Bolitoglossa indio
- Conservation status: Endangered (IUCN 3.1)

Scientific classification
- Kingdom: Animalia
- Phylum: Chordata
- Class: Amphibia
- Order: Urodela
- Family: Plethodontidae
- Genus: Bolitoglossa
- Species: B. indio
- Binomial name: Bolitoglossa indio Sunyer, Lotzkat, Hertz, Wake, Aléman, Robleto, and Köhler, 2008

= Bolitoglossa indio =

- Authority: Sunyer, Lotzkat, Hertz, Wake, Aléman, Robleto, and Köhler, 2008
- Conservation status: EN

Species of salamander

Bolitoglossa indio is a species of salamander in the family Plethodontidae. It is a rather small salamander for its genus, with females growing to a snout–vent length of 46.8 mm. It is generally brown in color, with a grayish-brown underside and reddish-brown underside of the head.

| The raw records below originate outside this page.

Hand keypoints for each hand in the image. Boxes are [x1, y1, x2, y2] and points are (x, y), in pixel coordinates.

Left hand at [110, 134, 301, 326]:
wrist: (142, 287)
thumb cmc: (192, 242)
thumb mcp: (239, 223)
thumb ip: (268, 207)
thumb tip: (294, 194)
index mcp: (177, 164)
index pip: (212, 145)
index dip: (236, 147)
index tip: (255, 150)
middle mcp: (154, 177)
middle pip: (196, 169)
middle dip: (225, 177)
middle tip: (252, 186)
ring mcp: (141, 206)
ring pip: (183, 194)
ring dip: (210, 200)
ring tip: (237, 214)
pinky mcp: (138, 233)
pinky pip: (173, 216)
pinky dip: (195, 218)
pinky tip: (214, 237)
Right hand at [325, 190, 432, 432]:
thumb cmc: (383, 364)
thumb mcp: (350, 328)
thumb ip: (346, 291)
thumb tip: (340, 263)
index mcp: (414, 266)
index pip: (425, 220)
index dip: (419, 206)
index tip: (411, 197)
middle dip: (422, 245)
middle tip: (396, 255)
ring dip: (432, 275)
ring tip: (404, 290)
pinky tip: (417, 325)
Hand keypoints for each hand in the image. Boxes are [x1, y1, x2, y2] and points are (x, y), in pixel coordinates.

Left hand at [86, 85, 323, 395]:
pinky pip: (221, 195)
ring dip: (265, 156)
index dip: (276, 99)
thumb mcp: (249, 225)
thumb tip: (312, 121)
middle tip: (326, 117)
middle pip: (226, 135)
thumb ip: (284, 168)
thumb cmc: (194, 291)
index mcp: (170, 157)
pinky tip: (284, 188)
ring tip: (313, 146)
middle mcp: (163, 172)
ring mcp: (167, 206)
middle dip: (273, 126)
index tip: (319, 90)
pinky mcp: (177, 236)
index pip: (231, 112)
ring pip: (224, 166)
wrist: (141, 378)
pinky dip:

It found in Nicaragua and Costa Rica, where it inhabits leaf litter in pristine lowland rainforest. It is classified as being endangered by the IUCN and is threatened by habitat degradation.

== Taxonomy ==
A specimen belonging to Bolitoglossa indio had been collected from Costa Rica as far back as 1890 by C. F. Underwood, but was successively misidentified as Spelerpes variegatus, Oedipus platydactylus, and Bolitoglossa alvaradoi, only being correctly identified as B. indio in 2012. Bolitoglossa indio was formally described in 2008 based on an adult female specimen collected from near Dos Bocas de Río Indio, in the Department of Río San Juan in northeastern Nicaragua, in 2006. The species is named after the place where it was discovered. The species has the English common names Rio Indio mushroomtongue salamander and Indian's river salamander. In Spanish, it is known as the Salamandra del Río Indio.

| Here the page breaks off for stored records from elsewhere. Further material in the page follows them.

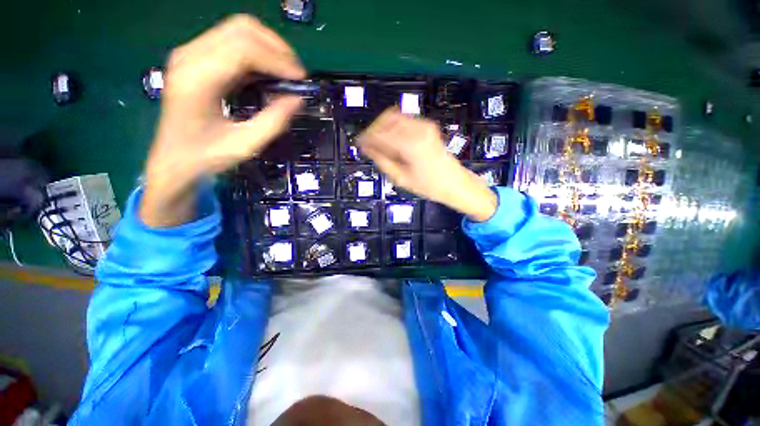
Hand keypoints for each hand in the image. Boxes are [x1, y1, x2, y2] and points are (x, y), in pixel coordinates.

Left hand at [141, 15, 305, 226]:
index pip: (244, 49)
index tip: (301, 79)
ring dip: (268, 46)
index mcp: (198, 79)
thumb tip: (298, 99)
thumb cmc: (206, 156)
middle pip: (241, 28)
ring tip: (286, 72)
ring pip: (237, 29)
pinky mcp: (195, 58)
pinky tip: (268, 72)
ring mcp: (190, 53)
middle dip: (276, 48)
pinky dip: (256, 52)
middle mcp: (190, 56)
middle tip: (296, 74)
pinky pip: (231, 41)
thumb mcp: (246, 144)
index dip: (278, 60)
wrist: (173, 159)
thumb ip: (274, 121)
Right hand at [358, 109, 497, 221]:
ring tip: (380, 144)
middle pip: (387, 118)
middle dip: (374, 130)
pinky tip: (393, 142)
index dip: (367, 137)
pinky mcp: (428, 126)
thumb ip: (382, 160)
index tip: (358, 143)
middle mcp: (418, 129)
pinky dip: (394, 127)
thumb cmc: (428, 186)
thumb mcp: (401, 178)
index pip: (381, 133)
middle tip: (368, 144)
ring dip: (384, 127)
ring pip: (395, 116)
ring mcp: (425, 125)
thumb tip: (367, 147)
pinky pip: (404, 120)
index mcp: (410, 144)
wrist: (454, 183)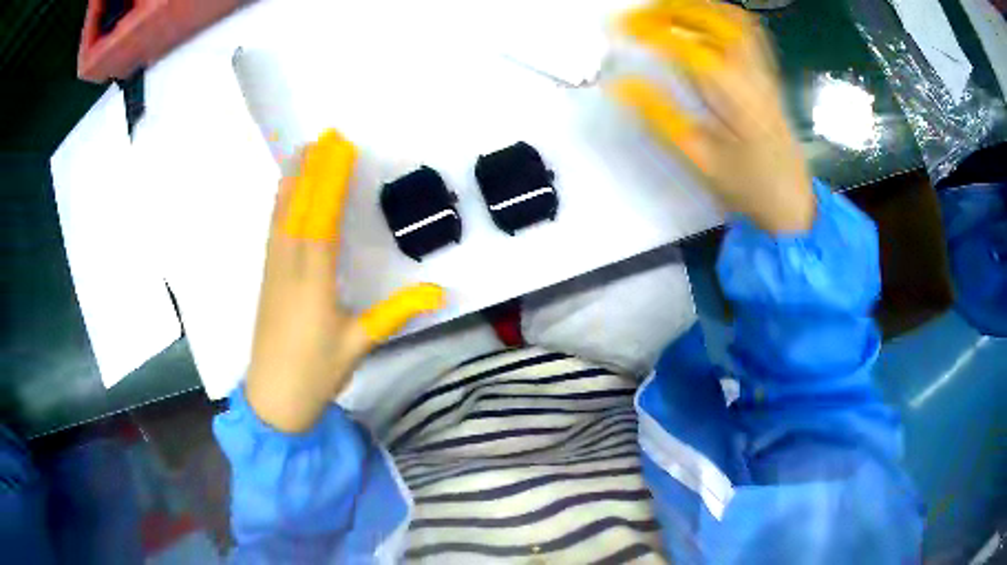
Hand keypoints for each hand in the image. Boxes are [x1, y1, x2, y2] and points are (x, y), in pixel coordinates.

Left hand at [246, 130, 445, 433]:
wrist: (272, 399)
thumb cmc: (316, 373)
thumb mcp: (359, 344)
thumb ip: (396, 313)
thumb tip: (439, 290)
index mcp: (313, 280)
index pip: (322, 218)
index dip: (331, 180)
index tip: (341, 148)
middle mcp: (289, 265)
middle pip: (299, 207)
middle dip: (311, 168)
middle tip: (322, 135)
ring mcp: (274, 269)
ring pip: (281, 215)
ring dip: (293, 179)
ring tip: (301, 151)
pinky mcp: (267, 277)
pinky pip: (273, 229)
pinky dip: (280, 203)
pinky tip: (283, 192)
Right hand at [612, 0, 814, 232]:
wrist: (793, 202)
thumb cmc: (748, 186)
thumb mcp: (700, 157)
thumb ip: (661, 116)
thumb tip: (619, 84)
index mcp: (734, 94)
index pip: (687, 47)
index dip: (649, 32)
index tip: (616, 28)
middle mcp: (752, 72)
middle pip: (714, 20)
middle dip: (673, 9)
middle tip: (639, 15)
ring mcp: (764, 71)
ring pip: (734, 20)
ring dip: (698, 7)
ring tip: (666, 10)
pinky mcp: (768, 76)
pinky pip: (747, 32)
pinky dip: (721, 16)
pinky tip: (702, 22)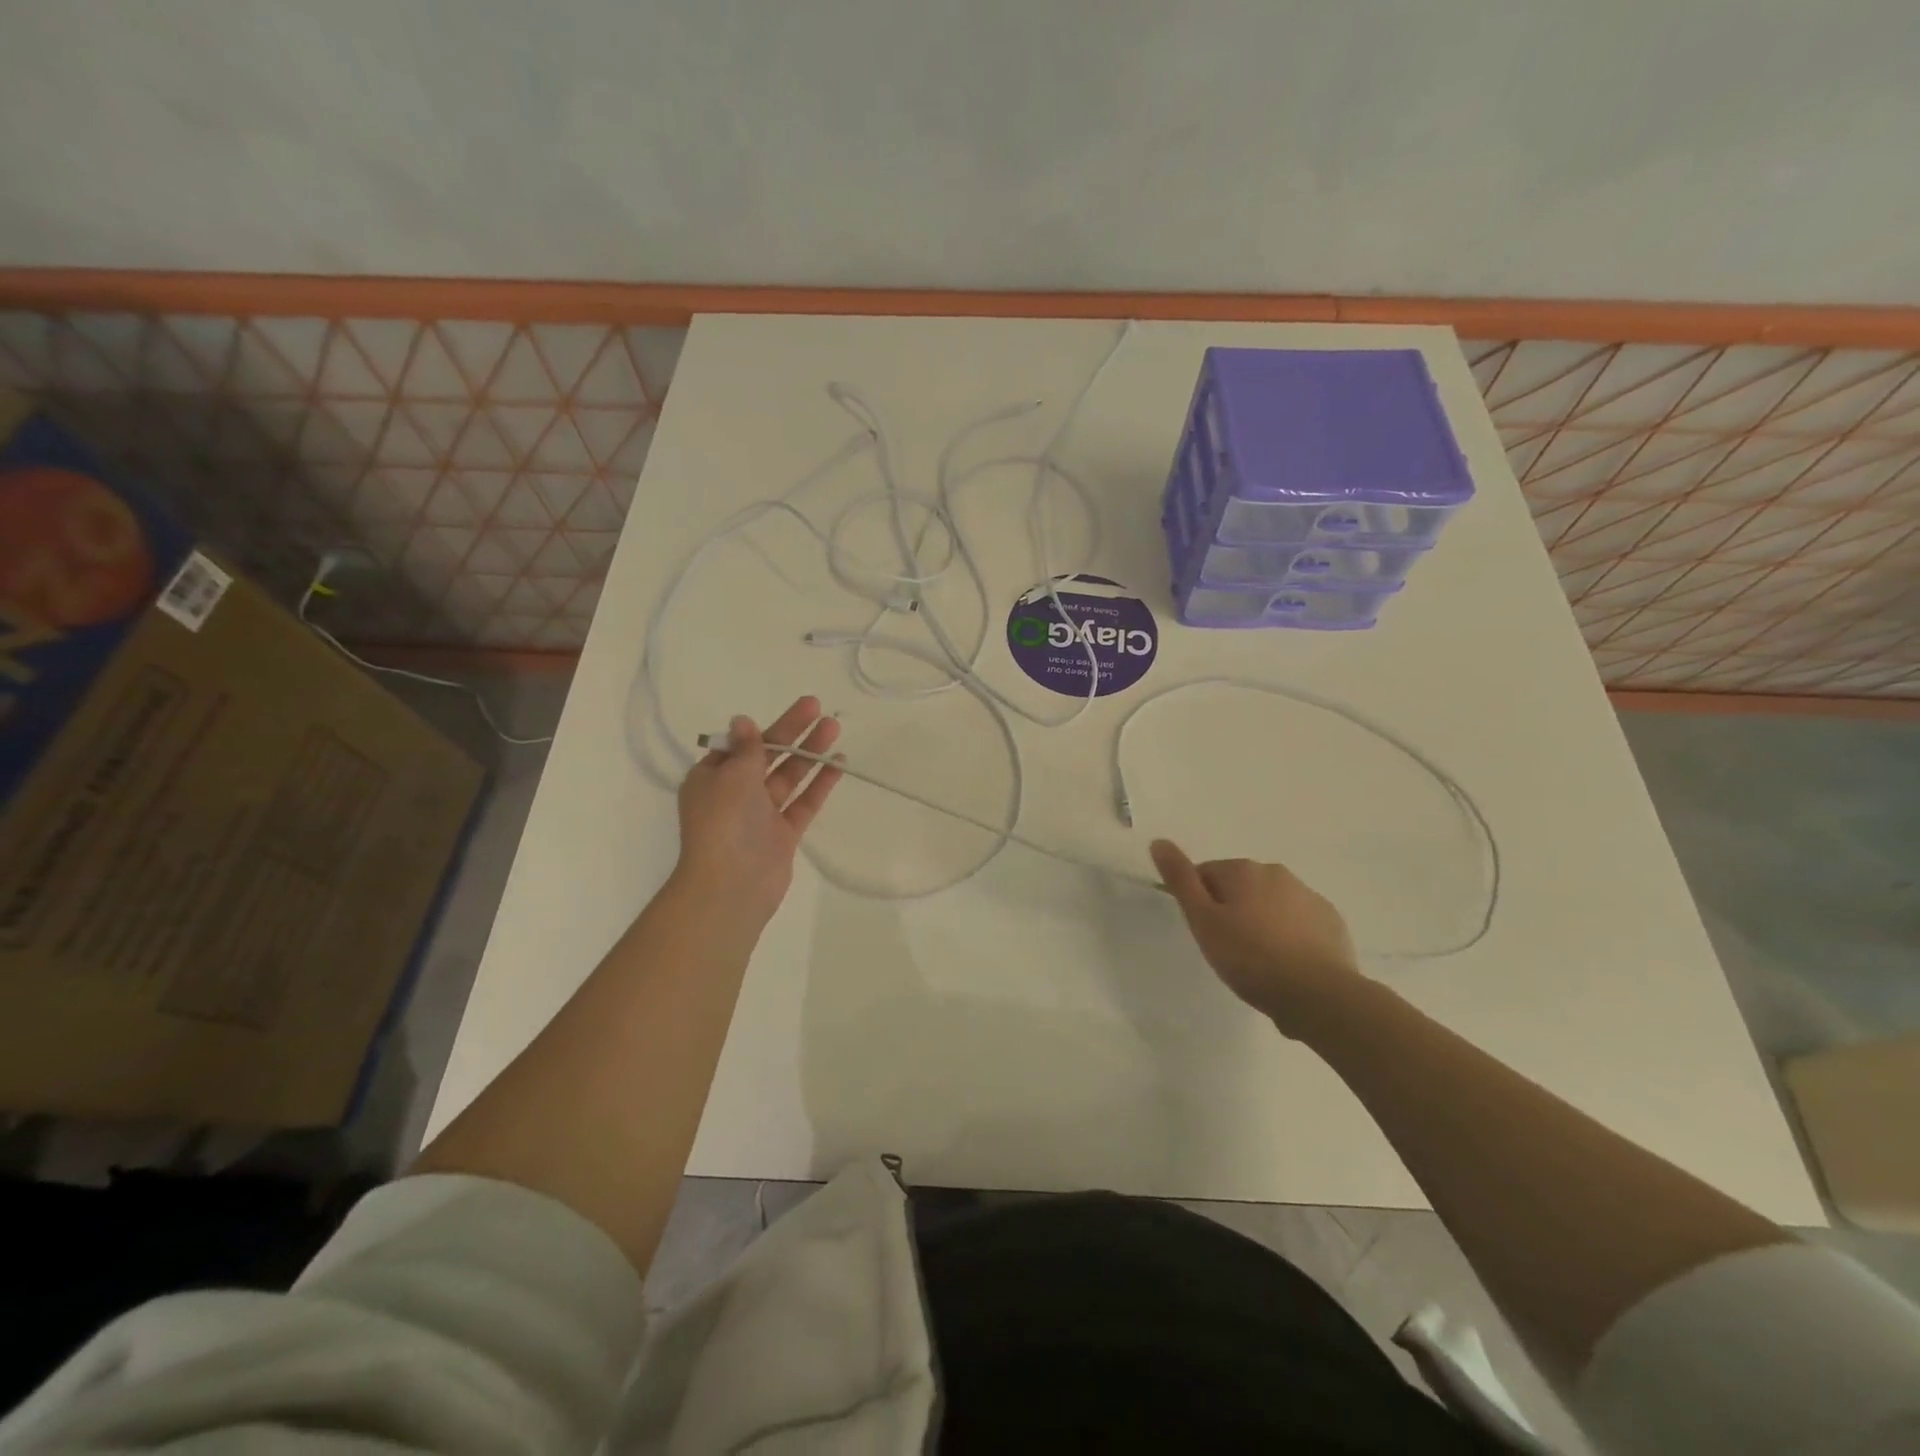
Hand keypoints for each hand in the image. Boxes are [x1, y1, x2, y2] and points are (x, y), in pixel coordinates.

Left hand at [674, 697, 843, 920]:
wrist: (732, 884)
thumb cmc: (724, 822)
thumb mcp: (732, 776)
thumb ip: (747, 748)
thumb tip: (742, 720)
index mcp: (710, 779)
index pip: (739, 746)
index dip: (764, 727)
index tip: (790, 712)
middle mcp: (734, 795)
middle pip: (767, 757)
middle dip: (792, 732)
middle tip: (817, 707)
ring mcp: (760, 815)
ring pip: (788, 777)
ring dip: (809, 752)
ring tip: (834, 728)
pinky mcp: (783, 834)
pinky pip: (803, 802)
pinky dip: (819, 783)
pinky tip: (838, 763)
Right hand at [1150, 839, 1363, 1037]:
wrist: (1318, 995)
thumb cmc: (1250, 958)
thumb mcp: (1203, 920)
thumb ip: (1181, 879)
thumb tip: (1159, 841)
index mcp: (1243, 870)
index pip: (1206, 874)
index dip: (1200, 904)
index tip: (1205, 934)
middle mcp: (1276, 873)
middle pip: (1240, 887)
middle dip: (1231, 911)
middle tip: (1229, 949)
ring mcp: (1308, 896)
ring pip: (1271, 904)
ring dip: (1261, 922)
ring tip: (1259, 962)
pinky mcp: (1331, 921)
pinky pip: (1299, 922)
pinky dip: (1289, 936)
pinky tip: (1287, 965)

It is placed within the subgenus Bolitoglossa. A 2025 review of Costa Rican amphibians postulated that B. indio was synonymous with B. alvaradoi due to the similar appearance of the two species.

== Description ==
Bolitoglossa indio is a rather small salamander for its genus, with females growing to a snout–vent length of 46.8 mm. The back, head, and tail are brown with many dark brown flecks on the head. The underside is pale grayish-brown, paler on the chest. The underside of the head is reddish-brown. The limbs are dark brown above and grayish-brown below. The latter half of the tail is darker brown than the rest of the dorsum.

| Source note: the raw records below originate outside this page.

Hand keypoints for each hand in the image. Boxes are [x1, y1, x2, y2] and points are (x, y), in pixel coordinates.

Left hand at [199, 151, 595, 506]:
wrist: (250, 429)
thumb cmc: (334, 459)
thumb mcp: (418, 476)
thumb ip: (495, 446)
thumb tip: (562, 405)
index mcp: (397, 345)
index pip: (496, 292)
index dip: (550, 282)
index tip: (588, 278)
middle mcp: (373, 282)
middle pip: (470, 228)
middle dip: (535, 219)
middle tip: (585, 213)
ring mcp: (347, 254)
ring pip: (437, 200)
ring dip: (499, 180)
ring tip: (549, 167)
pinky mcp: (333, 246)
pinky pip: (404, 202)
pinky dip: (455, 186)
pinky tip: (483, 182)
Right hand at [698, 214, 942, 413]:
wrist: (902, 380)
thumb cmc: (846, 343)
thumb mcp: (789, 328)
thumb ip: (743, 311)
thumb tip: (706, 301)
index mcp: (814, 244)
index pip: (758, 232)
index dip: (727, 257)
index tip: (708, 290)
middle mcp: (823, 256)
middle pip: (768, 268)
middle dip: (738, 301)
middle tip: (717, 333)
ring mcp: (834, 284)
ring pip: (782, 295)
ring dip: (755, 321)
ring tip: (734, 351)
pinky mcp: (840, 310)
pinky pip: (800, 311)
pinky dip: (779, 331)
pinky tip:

== Distribution and habitat ==
Bolitoglossa indio is found in Nicaragua and Costa Rica, where it is found only in the department of Río San Juan and the province of Alajuela. In Nicaragua, it has been documented from leaf litter in pristine lowland rainforest.

== Conservation ==
Bolitoglossa indio is classified as being endangered by the IUCN. In the Red Book of Amphibians and Reptiles of Nicaragua, it is classified as being critically endangered. It has a small range which is facing ongoing habitat degradation. The Indio Maíz Biological Reserve, where the species lives, was hit by Hurricane Otto is 2016, damaging much of the old-growth rainforest there. Climatic changes driven by climate change may negatively impact the species. Pathogens such as salamander chytrid fungus, ranavirus, and myiasis are also possible threats to the species.